Prompt →
The answer should contain all of the records below, each one copied word for word.

Material provided →
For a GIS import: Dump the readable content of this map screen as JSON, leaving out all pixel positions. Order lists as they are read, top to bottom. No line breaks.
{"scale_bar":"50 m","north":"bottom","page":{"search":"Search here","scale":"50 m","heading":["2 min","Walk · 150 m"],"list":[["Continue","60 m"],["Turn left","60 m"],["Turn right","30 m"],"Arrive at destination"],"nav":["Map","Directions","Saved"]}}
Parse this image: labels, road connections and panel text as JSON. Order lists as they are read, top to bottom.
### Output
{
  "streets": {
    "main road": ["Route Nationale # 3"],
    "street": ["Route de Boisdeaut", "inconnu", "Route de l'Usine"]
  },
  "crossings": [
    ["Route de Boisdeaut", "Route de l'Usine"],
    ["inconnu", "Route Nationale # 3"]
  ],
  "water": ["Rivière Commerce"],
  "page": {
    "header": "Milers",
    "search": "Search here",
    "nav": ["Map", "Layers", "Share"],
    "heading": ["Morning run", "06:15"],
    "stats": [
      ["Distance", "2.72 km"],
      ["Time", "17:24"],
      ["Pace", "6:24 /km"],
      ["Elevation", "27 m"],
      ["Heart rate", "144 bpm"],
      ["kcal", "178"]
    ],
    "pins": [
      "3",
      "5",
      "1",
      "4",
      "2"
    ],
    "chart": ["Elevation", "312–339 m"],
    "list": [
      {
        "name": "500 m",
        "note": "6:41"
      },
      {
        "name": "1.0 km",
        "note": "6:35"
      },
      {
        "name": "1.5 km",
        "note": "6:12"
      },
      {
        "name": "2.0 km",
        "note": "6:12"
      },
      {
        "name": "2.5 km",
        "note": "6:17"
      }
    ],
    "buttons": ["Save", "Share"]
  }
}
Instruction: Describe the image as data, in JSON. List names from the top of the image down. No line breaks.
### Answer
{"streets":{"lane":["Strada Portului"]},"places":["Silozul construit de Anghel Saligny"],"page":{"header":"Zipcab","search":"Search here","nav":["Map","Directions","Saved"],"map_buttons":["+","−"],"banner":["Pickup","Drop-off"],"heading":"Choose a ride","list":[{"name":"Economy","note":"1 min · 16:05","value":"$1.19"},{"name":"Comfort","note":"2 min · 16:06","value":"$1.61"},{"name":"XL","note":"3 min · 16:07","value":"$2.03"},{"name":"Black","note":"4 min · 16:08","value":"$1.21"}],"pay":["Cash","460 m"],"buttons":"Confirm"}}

Solution for this exercise →
For a GIS import: Dump the readable content of this map screen as JSON, leaving out all pixel positions. Order lists as they are read, top to bottom. No line breaks.
{"scale_bar":"50 m","north":"bottom","page":{"search":"Search here","scale":"50 m","heading":["2 min","Walk · 150 m"],"list":[["Continue","60 m"],["Turn left","60 m"],["Turn right","30 m"],"Arrive at destination"],"nav":["Map","Directions","Saved"]}}
Parse this image: labels, road connections and panel text as JSON. Order lists as they are read, top to bottom.
### Output
{
  "streets": {
    "main road": ["Route Nationale # 3"],
    "street": ["Route de Boisdeaut", "inconnu", "Route de l'Usine"]
  },
  "crossings": [
    ["Route de Boisdeaut", "Route de l'Usine"],
    ["inconnu", "Route Nationale # 3"]
  ],
  "water": ["Rivière Commerce"],
  "page": {
    "header": "Milers",
    "search": "Search here",
    "nav": ["Map", "Layers", "Share"],
    "heading": ["Morning run", "06:15"],
    "stats": [
      ["Distance", "2.72 km"],
      ["Time", "17:24"],
      ["Pace", "6:24 /km"],
      ["Elevation", "27 m"],
      ["Heart rate", "144 bpm"],
      ["kcal", "178"]
    ],
    "pins": [
      "3",
      "5",
      "1",
      "4",
      "2"
    ],
    "chart": ["Elevation", "312–339 m"],
    "list": [
      {
        "name": "500 m",
        "note": "6:41"
      },
      {
        "name": "1.0 km",
        "note": "6:35"
      },
      {
        "name": "1.5 km",
        "note": "6:12"
      },
      {
        "name": "2.0 km",
        "note": "6:12"
      },
      {
        "name": "2.5 km",
        "note": "6:17"
      }
    ],
    "buttons": ["Save", "Share"]
  }
}
Instruction: Describe the image as data, in JSON. List names from the top of the image down. No line breaks.
### Answer
{"streets":{"lane":["Strada Portului"]},"places":["Silozul construit de Anghel Saligny"],"page":{"header":"Zipcab","search":"Search here","nav":["Map","Directions","Saved"],"map_buttons":["+","−"],"banner":["Pickup","Drop-off"],"heading":"Choose a ride","list":[{"name":"Economy","note":"1 min · 16:05","value":"$1.19"},{"name":"Comfort","note":"2 min · 16:06","value":"$1.61"},{"name":"XL","note":"3 min · 16:07","value":"$2.03"},{"name":"Black","note":"4 min · 16:08","value":"$1.21"}],"pay":["Cash","460 m"],"buttons":"Confirm"}}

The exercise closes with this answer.